More than metal detecting

The East Coast Research and Discovery Association (ECRDA) is the Northeast’s largest treasure-hunting club. Founded in 1983, the ECRDA promotes the hobby of treasure hunting to all, and especially to children — the next generation of treasure hunters. Club members agree to abide by a Code of Ethics which governs our hobby.

While most of our members enjoy taking their their machines to find coins, relics, and lost items, the ECRDA isn’t just about metal detecting. Many of us are students of history — we count several accredited archaeologists in our ranks — and our interests reflect that. You’re just as likely to find us probing for an old privy, excavating a long-forgotten bottle dump, or exploring an old cellar hole.
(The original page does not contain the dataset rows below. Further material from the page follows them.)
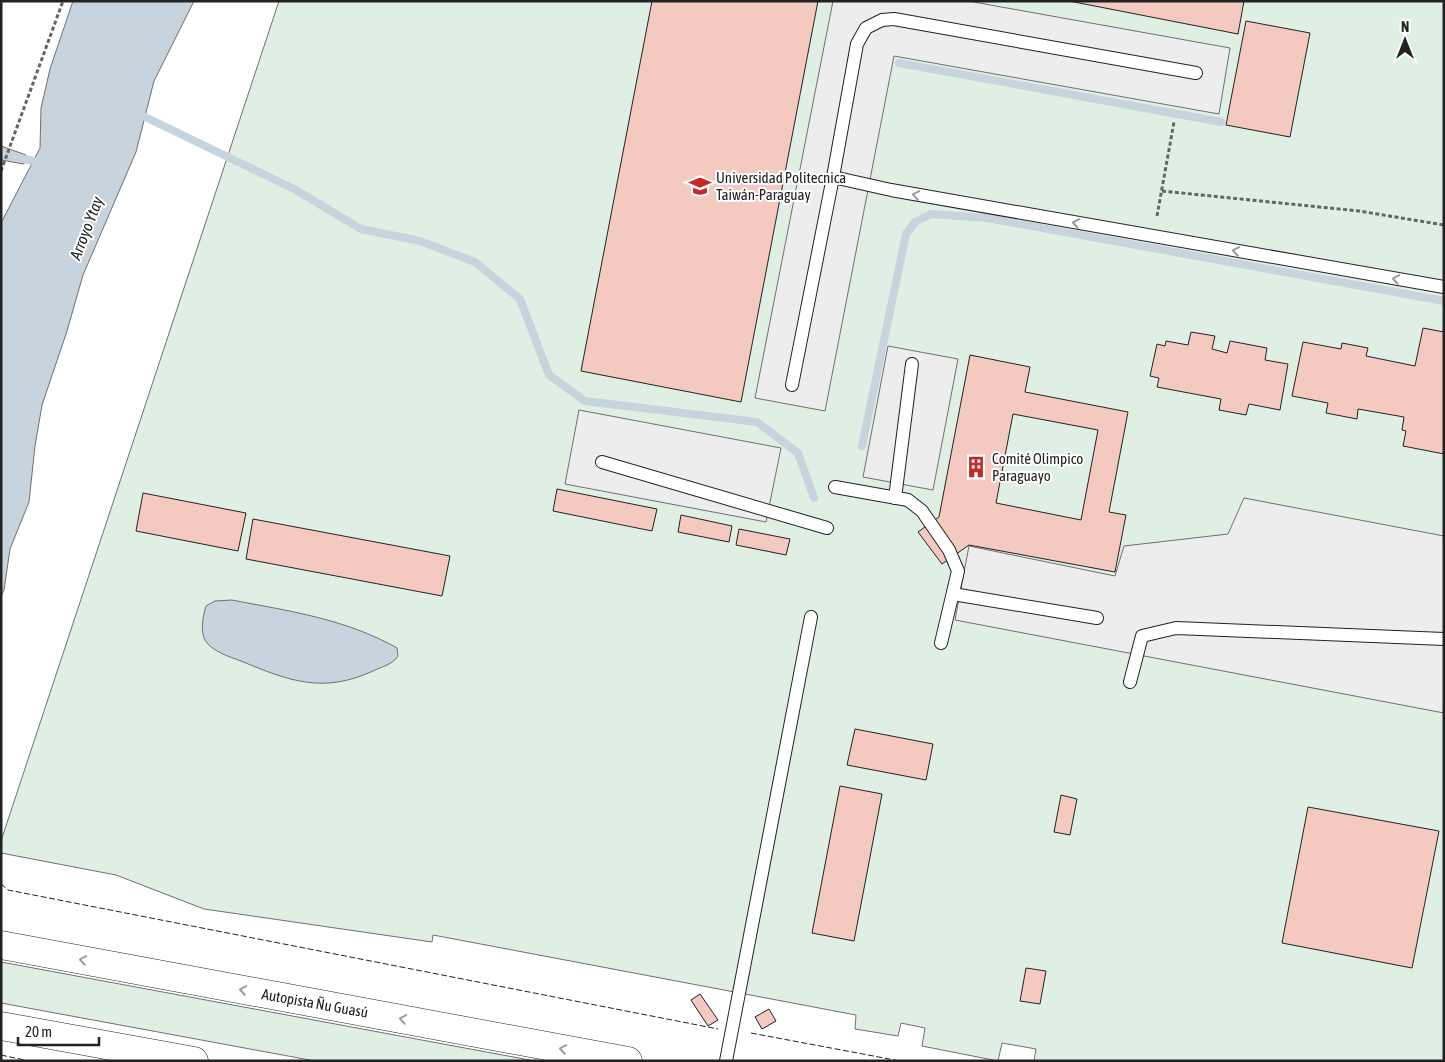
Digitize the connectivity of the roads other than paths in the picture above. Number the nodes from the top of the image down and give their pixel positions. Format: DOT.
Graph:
graph roads {
  1 [pos="1196,73"];
  2 [pos="833,177"];
  3 [pos="1444,287"];
  4 [pos="912,364"];
  5 [pos="792,385"];
  6 [pos="602,462"];
  7 [pos="835,487"];
  8 [pos="895,498"];
  9 [pos="827,528"];
  10 [pos="953,594"];
  11 [pos="811,617"];
  12 [pos="1097,618"];
  13 [pos="1444,639"];
  14 [pos="941,643"];
  15 [pos="1130,682"];
  16 [pos="1,945"];
  17 [pos="1,1026"];
  18 [pos="194,1061"];
  19 [pos="628,1061"];
  20 [pos="726,1061"];
  1 -- 2 [label="lane"];
  3 -- 2 [label="lane, one-way"];
  2 -- 5 [label="lane"];
  4 -- 8 [label="lane"];
  6 -- 9 [label="lane"];
  7 -- 8 [label="lane"];
  8 -- 10 [label="lane"];
  10 -- 12 [label="lane"];
  10 -- 14 [label="lane"];
  11 -- 20 [label="lane"];
  13 -- 15 [label="lane"];
  19 -- 16 [label="highway, Autopista Ñu Guasú, one-way"];
  17 -- 18 [label="highway"];
}
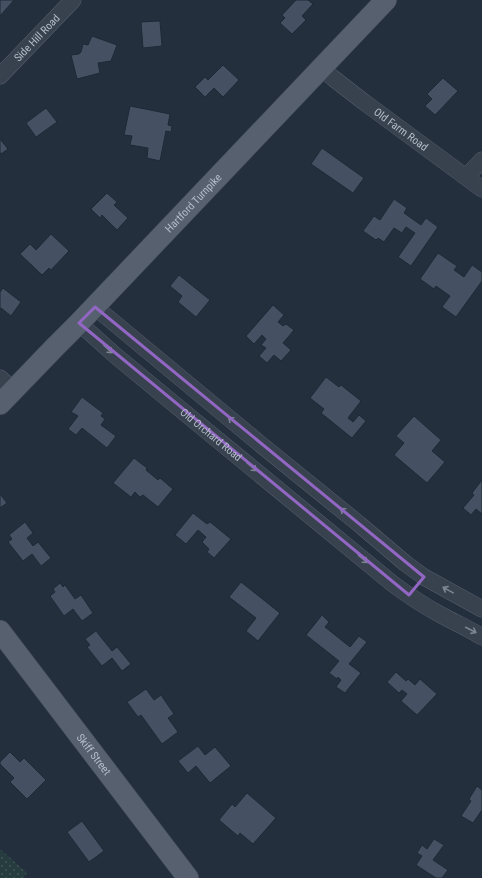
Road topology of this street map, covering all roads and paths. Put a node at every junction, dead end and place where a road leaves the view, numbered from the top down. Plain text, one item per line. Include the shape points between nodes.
1 (73, 0) edge
2 (386, 0) edge
3 (322, 68) junction
4 (0, 76) edge
5 (482, 160) edge
6 (466, 177) junction
7 (482, 189) edge
8 (95, 306) junction
9 (79, 323) junction
10 (5, 391) edge
11 (359, 524) junction
12 (344, 544) junction
13 (424, 577) junction
14 (409, 596) junction
15 (482, 609) edge
16 (0, 631) edge
17 (482, 637) edge
18 (188, 878) edge

1 - 4 street, Side Hill Road
2 - 3 main road, Hartford Turnpike
3 - 6 street, Old Farm Road
3 - 8 main road, Hartford Turnpike
5 - 6 street
6 - 7 street, Old Farm Road
8 - 9 main road, Hartford Turnpike
11 -> 8 street
9 - 10 main road, Hartford Turnpike
9 -> 12 street, Old Orchard Road
11 - 12 street
11 - 13 street
12 -> 14 street, Old Orchard Road
13 - 14 street
15 -> 13 street
14 -> 17 street, Old Orchard Road
16 - 18 main road, Skiff Street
One perk of ECRDA membership is the privilege to participate in invitation-only hunts on private and/or historic properties. Many property owners have invited us to retrieve whatever we could find from small yards, large fields, historic farm properties, and more. As an ECRDA member, such exclusive opportunities will be open to you, too!

Property Owners: 

If you think your property might yield some interesting finds — not only coins, but historic relics, or perhaps even Revolutionary War or Civil War artifacts — get in touch with us. We’ll be happy to help! (Written references upon request.)

Quiet Valley Living Historical Farm, Stroudsburg PA

Quiet Valley logo

Quiet Valley Living Historical Farm is a living history continuing-use family farm dating back to the 1770s. The farmhouse and grounds (72 acres) have been substantially unaltered since the 1890s. The club has been invited on several occasions, and have retrieved numerous historic artifacts and old coins. It’s now operated as a 19th-century living history farm.

Stickley Museum at Craftsman Farms, Parsippany NJ

Craftsman Farms is the former home of noted early 20th-century designer Gustav Stickley. Today, the Stickley Museum at Craftsman Farms displays artifacts from Stickley’s time and offers interpretative and educational programs. The club was invited to detect a portion of the 30-acre property, resulting in the discovery of various farm-era artifacts.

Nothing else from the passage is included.